In full and without deviation, reproduce the records that follow.

Items from a dataset

┄┄┄┄┄┄┄┄┄┄

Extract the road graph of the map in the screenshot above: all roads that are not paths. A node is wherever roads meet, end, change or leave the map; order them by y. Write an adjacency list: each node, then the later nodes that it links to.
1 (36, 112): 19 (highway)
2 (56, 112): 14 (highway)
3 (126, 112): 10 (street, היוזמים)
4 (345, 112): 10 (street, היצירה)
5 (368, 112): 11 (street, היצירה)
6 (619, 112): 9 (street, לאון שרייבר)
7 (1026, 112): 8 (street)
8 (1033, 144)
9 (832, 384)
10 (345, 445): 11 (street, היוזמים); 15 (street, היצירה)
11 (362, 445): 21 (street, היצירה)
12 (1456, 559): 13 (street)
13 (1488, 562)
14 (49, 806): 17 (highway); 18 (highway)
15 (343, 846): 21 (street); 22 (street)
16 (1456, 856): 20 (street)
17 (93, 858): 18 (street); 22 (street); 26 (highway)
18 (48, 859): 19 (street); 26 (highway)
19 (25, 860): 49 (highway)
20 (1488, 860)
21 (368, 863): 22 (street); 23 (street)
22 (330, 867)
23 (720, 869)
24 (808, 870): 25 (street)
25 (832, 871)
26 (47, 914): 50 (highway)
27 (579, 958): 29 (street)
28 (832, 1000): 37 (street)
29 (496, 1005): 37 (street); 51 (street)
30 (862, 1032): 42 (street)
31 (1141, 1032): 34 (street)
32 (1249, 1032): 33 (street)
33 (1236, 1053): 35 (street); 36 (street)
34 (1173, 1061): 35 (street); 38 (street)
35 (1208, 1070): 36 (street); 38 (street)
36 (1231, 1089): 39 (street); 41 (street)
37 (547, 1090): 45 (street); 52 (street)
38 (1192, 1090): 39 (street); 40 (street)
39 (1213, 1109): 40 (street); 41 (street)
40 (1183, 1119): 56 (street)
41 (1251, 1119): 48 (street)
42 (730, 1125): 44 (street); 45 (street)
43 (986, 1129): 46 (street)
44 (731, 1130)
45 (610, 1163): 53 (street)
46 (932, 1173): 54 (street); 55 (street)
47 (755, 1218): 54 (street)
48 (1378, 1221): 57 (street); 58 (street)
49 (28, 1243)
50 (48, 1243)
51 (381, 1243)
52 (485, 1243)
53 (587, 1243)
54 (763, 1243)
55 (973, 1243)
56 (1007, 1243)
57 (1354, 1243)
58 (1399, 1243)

┄┄┄┄┄┄┄┄┄┄

*Answer section*.
Extract the road graph of the map in the screenshot above: all roads that are not paths. A node is wherever roads meet, end, change or leave the map; order them by y. Write an adjacency list: each node, then the later nodes that it links to.
1 (36, 112): 19 (highway)
2 (56, 112): 14 (highway)
3 (126, 112): 10 (street, היוזמים)
4 (345, 112): 10 (street, היצירה)
5 (368, 112): 11 (street, היצירה)
6 (619, 112): 9 (street, לאון שרייבר)
7 (1026, 112): 8 (street)
8 (1033, 144)
9 (832, 384)
10 (345, 445): 11 (street, היוזמים); 15 (street, היצירה)
11 (362, 445): 21 (street, היצירה)
12 (1456, 559): 13 (street)
13 (1488, 562)
14 (49, 806): 17 (highway); 18 (highway)
15 (343, 846): 21 (street); 22 (street)
16 (1456, 856): 20 (street)
17 (93, 858): 18 (street); 22 (street); 26 (highway)
18 (48, 859): 19 (street); 26 (highway)
19 (25, 860): 49 (highway)
20 (1488, 860)
21 (368, 863): 22 (street); 23 (street)
22 (330, 867)
23 (720, 869)
24 (808, 870): 25 (street)
25 (832, 871)
26 (47, 914): 50 (highway)
27 (579, 958): 29 (street)
28 (832, 1000): 37 (street)
29 (496, 1005): 37 (street); 51 (street)
30 (862, 1032): 42 (street)
31 (1141, 1032): 34 (street)
32 (1249, 1032): 33 (street)
33 (1236, 1053): 35 (street); 36 (street)
34 (1173, 1061): 35 (street); 38 (street)
35 (1208, 1070): 36 (street); 38 (street)
36 (1231, 1089): 39 (street); 41 (street)
37 (547, 1090): 45 (street); 52 (street)
38 (1192, 1090): 39 (street); 40 (street)
39 (1213, 1109): 40 (street); 41 (street)
40 (1183, 1119): 56 (street)
41 (1251, 1119): 48 (street)
42 (730, 1125): 44 (street); 45 (street)
43 (986, 1129): 46 (street)
44 (731, 1130)
45 (610, 1163): 53 (street)
46 (932, 1173): 54 (street); 55 (street)
47 (755, 1218): 54 (street)
48 (1378, 1221): 57 (street); 58 (street)
49 (28, 1243)
50 (48, 1243)
51 (381, 1243)
52 (485, 1243)
53 (587, 1243)
54 (763, 1243)
55 (973, 1243)
56 (1007, 1243)
57 (1354, 1243)
58 (1399, 1243)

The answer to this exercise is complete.